Country Report India April 2011

Outlook for 2011-15: International relations

India's relationship with Pakistan will remain strained, despite the resumption in April 2010 of the formal peace process, which had been suspended since the November 2008 terrorist attack on Mumbai. Indian disquiet about crossborder terrorism has been one of the main obstacles to efforts to improve bilateral ties, and India remains concerned that Pakistan has acted with insufficient urgency against those that India believes to have been responsible for the Mumbai attack. Progress on bridging the "trust deficit" between the two countries will be slow, and if India suffers another terrorist attack linked to Pakistan, relations will deteriorate again.

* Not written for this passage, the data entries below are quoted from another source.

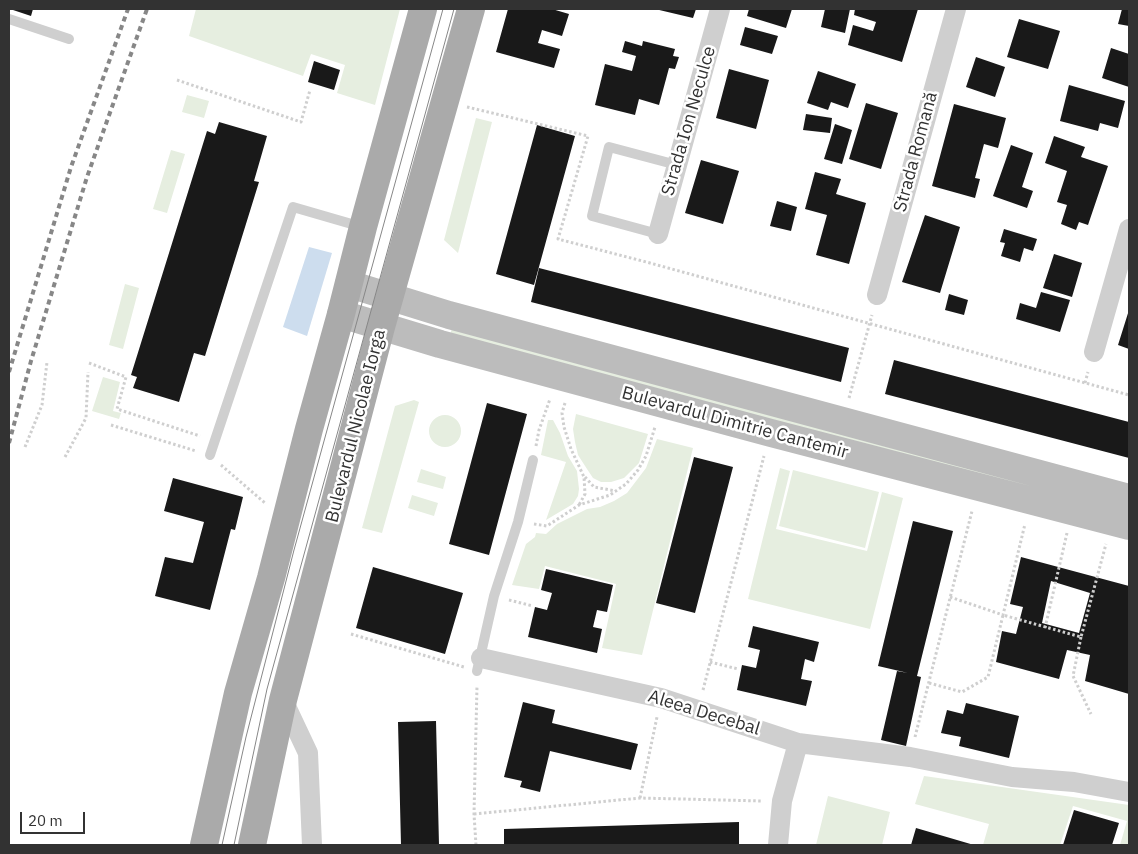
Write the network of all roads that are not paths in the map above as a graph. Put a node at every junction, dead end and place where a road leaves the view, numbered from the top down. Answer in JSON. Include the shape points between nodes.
{"nodes":[{"id":1,"x":423,"y":9,"type":"edge"},
{"id":2,"x":471,"y":9,"type":"edge"},
{"id":3,"x":720,"y":9,"type":"edge"},
{"id":4,"x":956,"y":9,"type":"edge"},
{"id":5,"x":9,"y":19,"type":"edge"},
{"id":6,"x":69,"y":39,"type":"dead end"},
{"id":7,"x":677,"y":166,"type":"junction"},
{"id":8,"x":363,"y":227,"type":"junction"},
{"id":9,"x":1129,"y":229,"type":"edge"},
{"id":10,"x":658,"y":234,"type":"joint"},
{"id":11,"x":349,"y":284,"type":"junction"},
{"id":12,"x":877,"y":295,"type":"dead end"},
{"id":13,"x":390,"y":297,"type":"junction"},
{"id":14,"x":342,"y":314,"type":"junction"},
{"id":15,"x":381,"y":327,"type":"junction"},
{"id":16,"x":1094,"y":352,"type":"dead end"},
{"id":17,"x":210,"y":455,"type":"road end"},
{"id":18,"x":532,"y":460,"type":"road end"},
{"id":19,"x":1129,"y":498,"type":"edge"},
{"id":20,"x":1120,"y":524,"type":"edge"},
{"id":21,"x":479,"y":664,"type":"joint"},
{"id":22,"x":283,"y":700,"type":"junction"},
{"id":23,"x":798,"y":744,"type":"junction"},
{"id":24,"x":1129,"y":792,"type":"edge"},
{"id":25,"x":204,"y":845,"type":"edge"},
{"id":26,"x":252,"y":845,"type":"edge"},
{"id":27,"x":312,"y":845,"type":"edge"},
{"id":28,"x":778,"y":845,"type":"edge"}],
"edges":[{"from":1,"to":8,"type":"main road"},
{"from":2,"to":13,"type":"main road","name":"Bulevardul Nicolae Iorga"},
{"from":3,"to":7,"type":"street","name":"Strada Ion Neculce"},
{"from":4,"to":12,"type":"street","name":"Strada Romană"},
{"from":5,"to":6,"type":"lane"},
{"from":7,"to":10,"type":"street","name":"Strada Ion Neculce"},
{"from":7,"to":10,"type":"lane","via":[[609,147],[592,216]]},
{"from":8,"to":11,"type":"main road"},
{"from":8,"to":17,"type":"lane","via":[[293,207]]},
{"from":9,"to":16,"type":"street"},
{"from":11,"to":13,"type":"main road","name":"Bulevardul Dimitrie Cantemir"},
{"from":11,"to":14,"type":"main road"},
{"from":13,"to":15,"type":"main road","name":"Bulevardul Nicolae Iorga"},
{"from":13,"to":19,"type":"main road","name":"Bulevardul Dimitrie Cantemir"},
{"from":14,"to":15,"type":"main road","name":"Bulevardul Dimitrie Cantemir"},
{"from":14,"to":25,"type":"main road","via":[[238,693]]},
{"from":15,"to":20,"type":"main road","name":"Bulevardul Dimitrie Cantemir"},
{"from":15,"to":22,"type":"main road","name":"Bulevardul Nicolae Iorga"},
{"from":18,"to":21,"type":"lane","via":[[518,522],[494,596]]},
{"from":21,"to":23,"type":"street","name":"Aleea Decebal","via":[[661,698]]},
{"from":22,"to":26,"type":"main road","name":"Bulevardul Nicolae Iorga"},
{"from":22,"to":27,"type":"street","via":[[308,753]]},
{"from":23,"to":24,"type":"street","name":"Aleea Decebal","via":[[910,757],[1012,777],[1074,782]]},
{"from":23,"to":28,"type":"street","via":[[782,801]]}]}
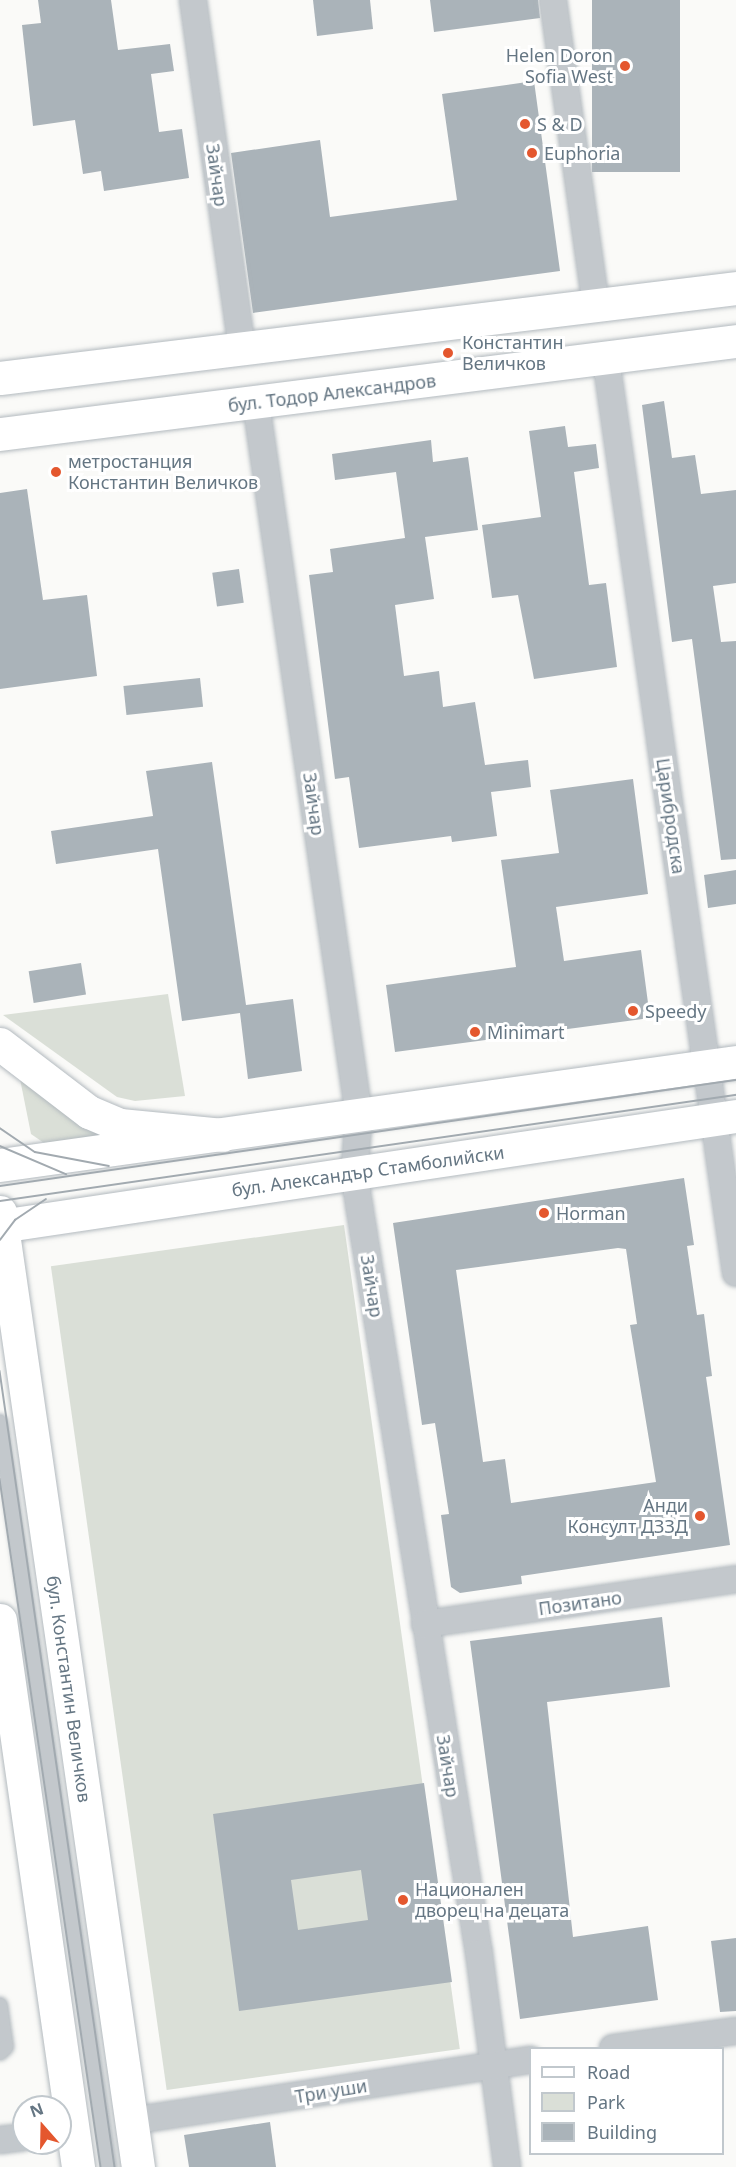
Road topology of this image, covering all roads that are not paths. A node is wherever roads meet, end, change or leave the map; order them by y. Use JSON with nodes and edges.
{"nodes":[{"id":1,"x":193,"y":0,"type":"edge"},
{"id":2,"x":553,"y":0,"type":"edge"},
{"id":3,"x":736,"y":288,"type":"edge"},
{"id":4,"x":596,"y":306,"type":"junction"},
{"id":5,"x":736,"y":341,"type":"edge"},
{"id":6,"x":242,"y":350,"type":"junction"},
{"id":7,"x":606,"y":359,"type":"junction"},
{"id":8,"x":0,"y":378,"type":"edge"},
{"id":9,"x":256,"y":403,"type":"junction"},
{"id":10,"x":0,"y":434,"type":"edge"},
{"id":11,"x":0,"y":1044,"type":"edge"},
{"id":12,"x":721,"y":1064,"type":"edge"},
{"id":13,"x":359,"y":1116,"type":"junction"},
{"id":14,"x":725,"y":1118,"type":"edge"},
{"id":15,"x":223,"y":1135,"type":"junction"},
{"id":16,"x":0,"y":1165,"type":"edge"},
{"id":17,"x":354,"y":1173,"type":"junction"},
{"id":18,"x":1,"y":1221,"type":"edge"},
{"id":19,"x":736,"y":1274,"type":"edge"},
{"id":20,"x":0,"y":1422,"type":"edge"},
{"id":21,"x":736,"y":1579,"type":"edge"},
{"id":22,"x":0,"y":1620,"type":"edge"},
{"id":23,"x":424,"y":1624,"type":"junction"},
{"id":24,"x":5,"y":1690,"type":"edge"},
{"id":25,"x":0,"y":2005,"type":"edge"},
{"id":26,"x":736,"y":2031,"type":"edge"},
{"id":27,"x":627,"y":2047,"type":"edge"},
{"id":28,"x":0,"y":2053,"type":"edge"},
{"id":29,"x":529,"y":2060,"type":"edge"},
{"id":30,"x":494,"y":2066,"type":"junction"},
{"id":31,"x":61,"y":2095,"type":"edge"},
{"id":32,"x":131,"y":2121,"type":"junction"},
{"id":33,"x":72,"y":2149,"type":"edge"},
{"id":34,"x":78,"y":2167,"type":"edge"},
{"id":35,"x":109,"y":2167,"type":"edge"},
{"id":36,"x":138,"y":2167,"type":"edge"},
{"id":37,"x":507,"y":2167,"type":"edge"}],
"edges":[{"from":1,"to":6,"type":"street","name":"Зайчар"},
{"from":2,"to":4,"type":"street"},
{"from":3,"to":4,"type":"main road"},
{"from":4,"to":6,"type":"main road"},
{"from":5,"to":7,"type":"main road","name":"бул. Тодор Александров"},
{"from":6,"to":8,"type":"main road"},
{"from":7,"to":9,"type":"main road","name":"бул. Тодор Александров"},
{"from":7,"to":12,"type":"street","name":"Царибродска"},
{"from":9,"to":10,"type":"main road","name":"бул. Тодор Александров"},
{"from":9,"to":13,"type":"street","name":"Зайчар"},
{"from":11,"to":15,"type":"main road"},
{"from":12,"to":13,"type":"main road"},
{"from":12,"to":14,"type":"street","name":"Царибродска"},
{"from":13,"to":15,"type":"main road"},
{"from":13,"to":17,"type":"street","name":"Зайчар"},
{"from":14,"to":17,"type":"main road","name":"бул. Александър Стамболийски"},
{"from":14,"to":19,"type":"street","name":"Царибродска"},
{"from":15,"to":16,"type":"main road"},
{"from":17,"to":18,"type":"main road","name":"бул. Александър Стамболийски"},
{"from":17,"to":23,"type":"street","name":"Зайчар"},
{"from":18,"to":32,"type":"main road","name":"бул. Константин Величков"},
{"from":20,"to":35,"type":"lane","name":"бул. Константин Величков"},
{"from":21,"to":23,"type":"street","name":"Позитано"},
{"from":22,"to":24,"type":"main road"},
{"from":23,"to":30,"type":"street","name":"Зайчар"},
{"from":24,"to":31,"type":"main road"},
{"from":25,"to":28,"type":"lane"},
{"from":26,"to":27,"type":"street"},
{"from":29,"to":30,"type":"street","name":"Три уши"},
{"from":30,"to":32,"type":"street","name":"Три уши"},
{"from":30,"to":37,"type":"street","name":"Зайчар"},
{"from":32,"to":36,"type":"main road","name":"бул. Константин Величков"},
{"from":33,"to":34,"type":"main road"}]}
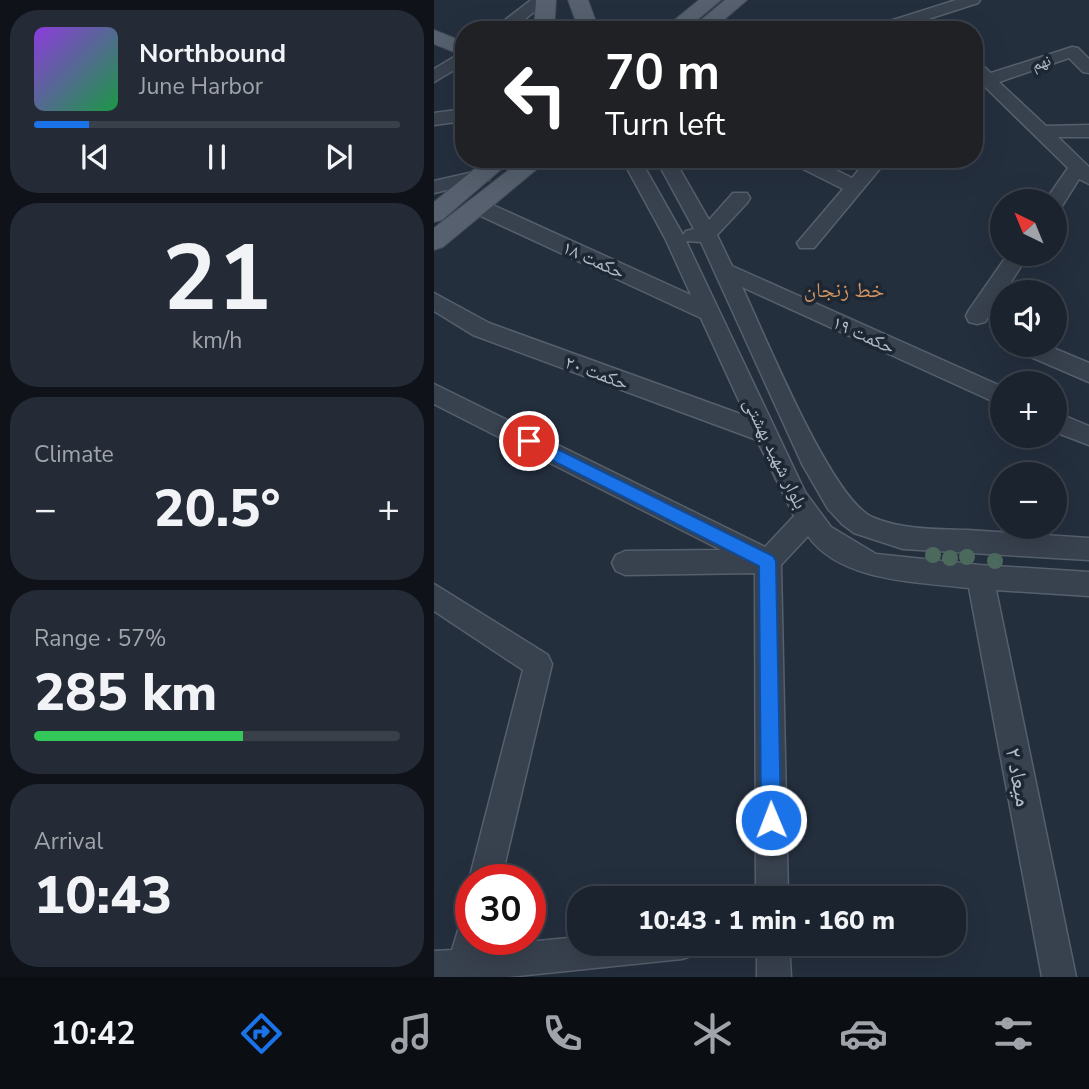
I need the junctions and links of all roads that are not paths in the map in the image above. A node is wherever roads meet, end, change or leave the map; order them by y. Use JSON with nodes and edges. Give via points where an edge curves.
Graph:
{"nodes":[{"id":1,"x":543,"y":0,"type":"edge"},
{"id":2,"x":578,"y":0,"type":"edge"},
{"id":3,"x":711,"y":0,"type":"edge"},
{"id":4,"x":737,"y":0,"type":"edge"},
{"id":5,"x":904,"y":0,"type":"edge"},
{"id":6,"x":972,"y":0,"type":"edge"},
{"id":7,"x":920,"y":16,"type":"junction"},
{"id":8,"x":513,"y":21,"type":"edge"},
{"id":9,"x":544,"y":21,"type":"edge"},
{"id":10,"x":585,"y":21,"type":"edge"},
{"id":11,"x":684,"y":21,"type":"edge"},
{"id":12,"x":710,"y":21,"type":"edge"},
{"id":13,"x":905,"y":21,"type":"edge"},
{"id":14,"x":925,"y":21,"type":"edge"},
{"id":15,"x":434,"y":36,"type":"edge"},
{"id":16,"x":455,"y":48,"type":"edge"},
{"id":17,"x":455,"y":60,"type":"edge"},
{"id":18,"x":1089,"y":68,"type":"edge"},
{"id":19,"x":983,"y":74,"type":"edge"},
{"id":20,"x":983,"y":76,"type":"edge"},
{"id":21,"x":434,"y":77,"type":"edge"},
{"id":22,"x":455,"y":116,"type":"edge"},
{"id":23,"x":434,"y":120,"type":"edge"},
{"id":24,"x":1089,"y":131,"type":"edge"},
{"id":25,"x":1042,"y":132,"type":"junction"},
{"id":26,"x":491,"y":168,"type":"edge"},
{"id":27,"x":526,"y":168,"type":"edge"},
{"id":28,"x":636,"y":168,"type":"edge"},
{"id":29,"x":670,"y":168,"type":"edge"},
{"id":30,"x":816,"y":168,"type":"edge"},
{"id":31,"x":871,"y":168,"type":"edge"},
{"id":32,"x":1083,"y":172,"type":"edge"},
{"id":33,"x":482,"y":176,"type":"junction"},
{"id":34,"x":434,"y":187,"type":"edge"},
{"id":35,"x":855,"y":187,"type":"junction"},
{"id":36,"x":1067,"y":189,"type":"edge"},
{"id":37,"x":740,"y":198,"type":"dead end"},
{"id":38,"x":477,"y":206,"type":"junction"},
{"id":39,"x":434,"y":214,"type":"edge"},
{"id":40,"x":707,"y":234,"type":"junction"},
{"id":41,"x":675,"y":238,"type":"junction"},
{"id":42,"x":434,"y":241,"type":"edge"},
{"id":43,"x":807,"y":243,"type":"dead end"},
{"id":44,"x":1011,"y":266,"type":"edge"},
{"id":45,"x":725,"y":271,"type":"junction"},
{"id":46,"x":434,"y":301,"type":"edge"},
{"id":47,"x":711,"y":313,"type":"junction"},
{"id":48,"x":977,"y":316,"type":"dead end"},
{"id":49,"x":1052,"y":357,"type":"edge"},
{"id":50,"x":1089,"y":373,"type":"edge"},
{"id":51,"x":990,"y":391,"type":"edge"},
{"id":52,"x":434,"y":393,"type":"edge"},
{"id":53,"x":1067,"y":427,"type":"edge"},
{"id":54,"x":765,"y":433,"type":"junction"},
{"id":55,"x":1087,"y":436,"type":"edge"},
{"id":56,"x":808,"y":519,"type":"junction"},
{"id":57,"x":1089,"y":549,"type":"edge"},
{"id":58,"x":768,"y":561,"type":"junction"},
{"id":59,"x":625,"y":563,"type":"dead end"},
{"id":60,"x":980,"y":577,"type":"junction"},
{"id":61,"x":1089,"y":584,"type":"edge"},
{"id":62,"x":434,"y":596,"type":"edge"},
{"id":63,"x":489,"y":864,"type":"edge"},
{"id":64,"x":772,"y":886,"type":"edge"},
{"id":65,"x":567,"y":953,"type":"edge"},
{"id":66,"x":773,"y":956,"type":"edge"},
{"id":67,"x":458,"y":962,"type":"edge"},
{"id":68,"x":774,"y":977,"type":"edge"},
{"id":69,"x":1059,"y":977,"type":"edge"}],
"edges":[{"from":1,"to":8,"type":"street"},
{"from":1,"to":9,"type":"main road"},
{"from":2,"to":10,"type":"main road"},
{"from":3,"to":11,"type":"main road"},
{"from":4,"to":12,"type":"main road"},
{"from":5,"to":7,"type":"street"},
{"from":6,"to":7,"type":"street"},
{"from":7,"to":13,"type":"street"},
{"from":7,"to":14,"type":"street"},
{"from":15,"to":16,"type":"main road"},
{"from":17,"to":21,"type":"street"},
{"from":18,"to":19,"type":"street","name":"نهم","via":[[1072,52]]},
{"from":20,"to":25,"type":"street"},
{"from":22,"to":23,"type":"street"},
{"from":24,"to":25,"type":"street"},
{"from":25,"to":32,"type":"street"},
{"from":26,"to":33,"type":"main road"},
{"from":27,"to":38,"type":"main road"},
{"from":28,"to":41,"type":"street","name":"بلوار شهید بهشتی"},
{"from":29,"to":40,"type":"street","name":"بلوار شهید بهشتی"},
{"from":30,"to":35,"type":"street"},
{"from":31,"to":35,"type":"street"},
{"from":32,"to":36,"type":"street"},
{"from":33,"to":34,"type":"street"},
{"from":33,"to":39,"type":"main road"},
{"from":35,"to":43,"type":"street"},
{"from":37,"to":40,"type":"street"},
{"from":38,"to":42,"type":"main road"},
{"from":38,"to":47,"type":"street","name":"حکمت ۱۸"},
{"from":40,"to":41,"type":"street"},
{"from":40,"to":45,"type":"street","name":"بلوار شهید بهشتی"},
{"from":41,"to":47,"type":"street","name":"بلوار شهید بهشتی"},
{"from":44,"to":48,"type":"street"},
{"from":45,"to":51,"type":"street","name":"حکمت ۱۹"},
{"from":45,"to":57,"type":"street","name":"بلوار شهید بهشتی","via":[[810,457],[837,501],[863,525],[903,538]]},
{"from":46,"to":54,"type":"street","name":"حکمت ۲۰","via":[[481,329]]},
{"from":47,"to":54,"type":"street","name":"بلوار شهید بهشتی"},
{"from":49,"to":50,"type":"street"},
{"from":52,"to":58,"type":"street"},
{"from":53,"to":55,"type":"street"},
{"from":54,"to":56,"type":"street","name":"بلوار شهید بهشتی"},
{"from":56,"to":58,"type":"street"},
{"from":56,"to":60,"type":"street","name":"بلوار شهید بهشتی","via":[[822,535],[873,565]]},
{"from":58,"to":59,"type":"street"},
{"from":58,"to":64,"type":"street"},
{"from":60,"to":61,"type":"street","name":"بلوار شهید بهشتی"},
{"from":60,"to":69,"type":"street","name":"میعاد ۲"},
{"from":62,"to":63,"type":"street","via":[[538,664]]},
{"from":65,"to":67,"type":"street"},
{"from":66,"to":68,"type":"street"}]}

Relations between India and China will remain tense and problematic. In December 2010 China's prime minister, Wen Jiabao, made a three-day state visit to India. The trip was a success in commercial terms, as the two sides reportedly signed business deals worth some US$16bn. However, rising strategic tensions stand in the way of significantly warmer ties between Asia's two aspiring great powers. Occasional incursions by Chinese troops into areas disputed with India will complicate the resolution of long-running border disagreements between the two countries. China has started issuing special visas to Indian citizens from two states, Arunachal Pradesh and Jammu and Kashmir (thereby implying that residents of those states have a different status from other Indian nationals), and India has introduced tighter visa requirements for Chinese workers. China claims territory in the Indian-administered part of Kashmir, while India says that China is illegally occupying part of its land. India also objects to Chinese-funded infrastructure projects in the Pakistani-administered part of Kashmir and is worried about China's military build-up in Tibet. These issues are likely to overshadow attempts to build mutual confidence and expand bilateral trade in 2011­15.

Common strategic concerns, such the wish to contain Chinese influence in Asia and the fear of a power vacuum in Afghanistan following an eventual pull-out of US troops from that country, remain at the heart of the Indo-US relationship.